Vestidos com t-shirts brancas com a inscrição "Somos Cultura" nas costas, os manifestantes gritam palavras de ordem como "Presidente amigo, queremos falar consigo".

Aos jornalistas, o presidente da Associação Portuguesa dos Empresários da Diversão (APED) lamentou a "falta de colaboração dos oficiais do Ministério da Administração Interna".

"Nem sequer me informaram onde me posso dirigir para pedir para ser ouvido pelo Presidente", disse Luís Paulo Fernandes.

O mesmo responsável fez ainda saber que vão permanecer em frente ao Palácio de Belém "pelo menos" até às 20:00, mas admitiu que possam ficar mais tempo em vigília.

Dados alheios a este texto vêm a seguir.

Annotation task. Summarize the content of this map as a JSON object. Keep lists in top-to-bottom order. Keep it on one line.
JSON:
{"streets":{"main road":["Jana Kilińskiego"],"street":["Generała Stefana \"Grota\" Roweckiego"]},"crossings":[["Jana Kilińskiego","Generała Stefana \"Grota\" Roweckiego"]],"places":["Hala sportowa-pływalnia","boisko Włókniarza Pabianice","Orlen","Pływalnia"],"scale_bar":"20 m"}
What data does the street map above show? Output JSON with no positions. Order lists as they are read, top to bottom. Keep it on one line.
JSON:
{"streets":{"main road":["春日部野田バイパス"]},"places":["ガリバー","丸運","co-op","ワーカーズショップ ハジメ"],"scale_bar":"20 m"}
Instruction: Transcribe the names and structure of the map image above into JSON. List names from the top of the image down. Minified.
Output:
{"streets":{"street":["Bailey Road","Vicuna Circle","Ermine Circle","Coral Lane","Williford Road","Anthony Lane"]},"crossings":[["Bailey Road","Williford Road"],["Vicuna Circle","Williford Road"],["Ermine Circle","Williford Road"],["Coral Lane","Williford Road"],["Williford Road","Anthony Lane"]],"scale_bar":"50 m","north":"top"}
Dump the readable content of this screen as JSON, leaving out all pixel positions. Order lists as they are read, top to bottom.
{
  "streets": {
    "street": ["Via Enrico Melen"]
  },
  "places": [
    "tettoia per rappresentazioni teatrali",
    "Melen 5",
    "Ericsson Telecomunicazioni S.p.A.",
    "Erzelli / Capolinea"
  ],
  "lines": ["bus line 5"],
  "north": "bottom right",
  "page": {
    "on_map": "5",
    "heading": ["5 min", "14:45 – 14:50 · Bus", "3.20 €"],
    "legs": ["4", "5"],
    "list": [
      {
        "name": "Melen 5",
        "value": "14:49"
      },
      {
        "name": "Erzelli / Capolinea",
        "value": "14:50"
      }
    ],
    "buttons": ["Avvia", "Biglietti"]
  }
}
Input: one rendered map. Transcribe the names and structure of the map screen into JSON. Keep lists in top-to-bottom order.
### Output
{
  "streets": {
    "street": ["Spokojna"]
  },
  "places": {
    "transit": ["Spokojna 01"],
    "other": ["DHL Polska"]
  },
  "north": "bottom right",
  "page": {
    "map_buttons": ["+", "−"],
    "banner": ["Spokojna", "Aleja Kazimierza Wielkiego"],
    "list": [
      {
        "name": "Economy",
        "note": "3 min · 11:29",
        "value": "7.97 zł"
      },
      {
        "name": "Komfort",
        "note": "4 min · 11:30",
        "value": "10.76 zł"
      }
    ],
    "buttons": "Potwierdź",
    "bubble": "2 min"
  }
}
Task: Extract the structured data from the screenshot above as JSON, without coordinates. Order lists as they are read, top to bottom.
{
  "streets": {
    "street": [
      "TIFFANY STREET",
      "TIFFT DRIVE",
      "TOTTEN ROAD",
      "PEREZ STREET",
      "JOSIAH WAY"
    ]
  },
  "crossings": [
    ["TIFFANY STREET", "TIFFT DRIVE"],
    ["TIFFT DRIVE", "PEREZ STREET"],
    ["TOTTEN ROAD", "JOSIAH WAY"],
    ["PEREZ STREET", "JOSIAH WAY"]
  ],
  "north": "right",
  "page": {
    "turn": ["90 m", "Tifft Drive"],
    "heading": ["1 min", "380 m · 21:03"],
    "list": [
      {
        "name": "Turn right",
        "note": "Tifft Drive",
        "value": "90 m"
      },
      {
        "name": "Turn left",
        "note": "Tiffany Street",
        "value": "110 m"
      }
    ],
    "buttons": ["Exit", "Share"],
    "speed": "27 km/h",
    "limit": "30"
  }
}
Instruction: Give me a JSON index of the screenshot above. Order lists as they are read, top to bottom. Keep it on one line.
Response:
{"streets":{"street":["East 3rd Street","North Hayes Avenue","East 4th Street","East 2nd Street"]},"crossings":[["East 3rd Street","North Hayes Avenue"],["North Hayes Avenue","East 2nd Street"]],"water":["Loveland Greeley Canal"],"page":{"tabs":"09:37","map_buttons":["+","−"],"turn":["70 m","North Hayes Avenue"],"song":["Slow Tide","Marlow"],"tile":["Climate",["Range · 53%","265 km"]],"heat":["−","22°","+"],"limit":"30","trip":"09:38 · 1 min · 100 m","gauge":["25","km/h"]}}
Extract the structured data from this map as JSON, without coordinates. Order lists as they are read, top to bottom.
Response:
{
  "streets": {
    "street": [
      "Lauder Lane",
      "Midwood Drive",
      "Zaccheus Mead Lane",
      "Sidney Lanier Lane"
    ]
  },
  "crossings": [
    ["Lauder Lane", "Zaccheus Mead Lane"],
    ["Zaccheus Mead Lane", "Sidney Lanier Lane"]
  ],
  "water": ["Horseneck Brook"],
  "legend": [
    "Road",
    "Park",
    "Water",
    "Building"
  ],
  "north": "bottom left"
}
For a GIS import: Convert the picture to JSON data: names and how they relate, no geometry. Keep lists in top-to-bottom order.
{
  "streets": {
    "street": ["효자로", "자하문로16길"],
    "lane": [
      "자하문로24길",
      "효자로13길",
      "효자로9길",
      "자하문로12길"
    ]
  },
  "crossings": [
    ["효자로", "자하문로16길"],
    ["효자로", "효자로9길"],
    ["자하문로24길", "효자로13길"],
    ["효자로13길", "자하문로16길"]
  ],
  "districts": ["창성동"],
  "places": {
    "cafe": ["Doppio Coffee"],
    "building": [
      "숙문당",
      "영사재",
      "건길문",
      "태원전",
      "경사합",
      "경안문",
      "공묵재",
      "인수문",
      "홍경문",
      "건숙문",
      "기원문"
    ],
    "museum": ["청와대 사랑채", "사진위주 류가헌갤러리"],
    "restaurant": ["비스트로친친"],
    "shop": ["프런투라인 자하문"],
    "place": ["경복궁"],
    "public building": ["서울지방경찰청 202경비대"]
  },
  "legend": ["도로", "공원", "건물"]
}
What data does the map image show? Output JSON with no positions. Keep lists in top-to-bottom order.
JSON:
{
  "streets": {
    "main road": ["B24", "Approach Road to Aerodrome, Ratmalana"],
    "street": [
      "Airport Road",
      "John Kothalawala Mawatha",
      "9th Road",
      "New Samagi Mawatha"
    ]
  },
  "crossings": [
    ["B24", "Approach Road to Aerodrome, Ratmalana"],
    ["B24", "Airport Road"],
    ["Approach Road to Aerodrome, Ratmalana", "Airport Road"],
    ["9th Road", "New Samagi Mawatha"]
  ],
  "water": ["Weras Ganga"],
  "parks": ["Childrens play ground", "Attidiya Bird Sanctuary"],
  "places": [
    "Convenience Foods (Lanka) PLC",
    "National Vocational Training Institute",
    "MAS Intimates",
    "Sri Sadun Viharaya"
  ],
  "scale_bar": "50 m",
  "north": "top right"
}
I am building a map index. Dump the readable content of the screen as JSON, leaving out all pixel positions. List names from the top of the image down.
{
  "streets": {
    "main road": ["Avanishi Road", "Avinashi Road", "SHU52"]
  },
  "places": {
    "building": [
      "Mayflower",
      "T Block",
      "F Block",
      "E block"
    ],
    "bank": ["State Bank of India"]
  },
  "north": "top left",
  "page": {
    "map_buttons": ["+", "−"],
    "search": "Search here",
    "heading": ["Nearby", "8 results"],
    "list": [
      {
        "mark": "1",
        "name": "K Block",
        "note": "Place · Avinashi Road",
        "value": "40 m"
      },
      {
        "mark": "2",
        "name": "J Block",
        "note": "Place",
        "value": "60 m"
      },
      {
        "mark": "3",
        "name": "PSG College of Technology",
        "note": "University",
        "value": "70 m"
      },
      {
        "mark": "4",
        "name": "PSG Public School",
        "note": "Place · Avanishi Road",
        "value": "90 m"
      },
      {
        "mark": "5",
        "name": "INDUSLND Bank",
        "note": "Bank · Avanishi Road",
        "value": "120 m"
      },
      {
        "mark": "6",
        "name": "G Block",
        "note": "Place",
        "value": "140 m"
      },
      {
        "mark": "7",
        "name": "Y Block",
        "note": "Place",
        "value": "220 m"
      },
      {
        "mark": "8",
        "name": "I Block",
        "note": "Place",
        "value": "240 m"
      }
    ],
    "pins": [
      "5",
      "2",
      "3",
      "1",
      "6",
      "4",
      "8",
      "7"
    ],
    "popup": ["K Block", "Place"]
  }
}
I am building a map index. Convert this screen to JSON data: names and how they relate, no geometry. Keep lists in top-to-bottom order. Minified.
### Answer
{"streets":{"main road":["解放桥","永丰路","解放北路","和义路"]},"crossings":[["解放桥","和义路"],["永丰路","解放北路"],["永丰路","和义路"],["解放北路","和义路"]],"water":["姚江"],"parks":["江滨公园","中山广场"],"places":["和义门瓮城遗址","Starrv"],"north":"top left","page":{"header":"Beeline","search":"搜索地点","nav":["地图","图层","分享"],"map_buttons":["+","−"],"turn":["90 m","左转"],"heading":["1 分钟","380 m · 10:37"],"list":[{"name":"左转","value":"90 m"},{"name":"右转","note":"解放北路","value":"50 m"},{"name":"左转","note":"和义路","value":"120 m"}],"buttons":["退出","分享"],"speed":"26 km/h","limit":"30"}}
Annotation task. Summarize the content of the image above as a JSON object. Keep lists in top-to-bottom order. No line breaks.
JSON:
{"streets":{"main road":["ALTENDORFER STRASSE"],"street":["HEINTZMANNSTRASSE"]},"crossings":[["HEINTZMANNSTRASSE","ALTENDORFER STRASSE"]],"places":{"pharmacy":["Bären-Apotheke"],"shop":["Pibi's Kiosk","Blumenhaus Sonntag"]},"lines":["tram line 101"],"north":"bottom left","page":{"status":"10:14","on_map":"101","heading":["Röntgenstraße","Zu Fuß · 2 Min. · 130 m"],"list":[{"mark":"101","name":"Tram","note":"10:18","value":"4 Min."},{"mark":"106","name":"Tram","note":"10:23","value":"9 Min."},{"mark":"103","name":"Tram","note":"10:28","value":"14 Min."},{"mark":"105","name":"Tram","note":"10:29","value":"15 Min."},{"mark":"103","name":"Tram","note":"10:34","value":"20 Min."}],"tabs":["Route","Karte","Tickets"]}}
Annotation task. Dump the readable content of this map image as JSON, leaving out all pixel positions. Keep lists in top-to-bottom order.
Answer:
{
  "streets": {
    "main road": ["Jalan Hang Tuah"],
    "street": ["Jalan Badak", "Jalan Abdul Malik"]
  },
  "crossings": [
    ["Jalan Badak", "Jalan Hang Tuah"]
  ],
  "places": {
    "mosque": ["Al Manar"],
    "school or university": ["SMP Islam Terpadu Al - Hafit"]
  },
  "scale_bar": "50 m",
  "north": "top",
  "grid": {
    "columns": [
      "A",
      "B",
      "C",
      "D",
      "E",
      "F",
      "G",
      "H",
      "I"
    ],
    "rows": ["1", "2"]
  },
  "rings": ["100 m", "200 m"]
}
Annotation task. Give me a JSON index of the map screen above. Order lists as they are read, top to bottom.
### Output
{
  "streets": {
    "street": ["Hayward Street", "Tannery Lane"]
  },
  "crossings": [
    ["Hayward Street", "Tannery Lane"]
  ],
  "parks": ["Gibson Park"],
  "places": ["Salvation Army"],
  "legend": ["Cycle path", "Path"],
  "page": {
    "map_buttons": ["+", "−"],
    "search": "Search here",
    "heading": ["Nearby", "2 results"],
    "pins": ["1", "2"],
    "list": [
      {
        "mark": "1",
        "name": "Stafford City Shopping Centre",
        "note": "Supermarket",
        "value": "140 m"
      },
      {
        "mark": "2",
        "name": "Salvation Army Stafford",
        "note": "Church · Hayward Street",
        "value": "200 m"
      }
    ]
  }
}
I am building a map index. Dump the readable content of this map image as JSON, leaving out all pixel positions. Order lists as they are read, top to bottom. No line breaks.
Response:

Os empresários da diversão iniciaram hoje o primeiro de três dias de luta para voltarem a ter alvarás da cultura que lhes permite descer o IVA de 23% para 13%.

De manhã manifestaram-se em frente ao Ministério das Finanças, onde se registaram confrontos com a polícia, seguiram para o da Economia e depois para o da Cultura, mas em nenhum deles foram recebidos, quer por ministros, quer por secretários de Estado.

Os manifestantes concentraram-se cerca das 13:30 no Largo Camões, onde um cordão policial impediu o acesso à Rua da Horta Seca, onde se localizam as instalações do Ministério da Economia.

Anteriormente, os profissionais de empresas de diversão tentaram forçar a entrada no edifício do Ministério das Finanças para “assinar o livro de reclamações”, tendo a PSP usado bastões e gás pimenta para os travar.

Desde 2013 que estes empresários lutam pela aplicação da resolução 80/2013, aprovada por todos os partidos políticos no parlamento e publicada em Diário da República.

O documento “recomenda ao Governo o estudo e a tomada de medidas específicas de apoio à sustentabilidade e valorização da atividade das empresas itinerantes de diversão”.

As manifestações começaram hoje e poderão, segundo a APED, prolongar-se até quinta-feira frente aos ministérios das Finanças, da Economia e da Cultura, Palácio de Belém, à Presidência do Conselho de Ministros.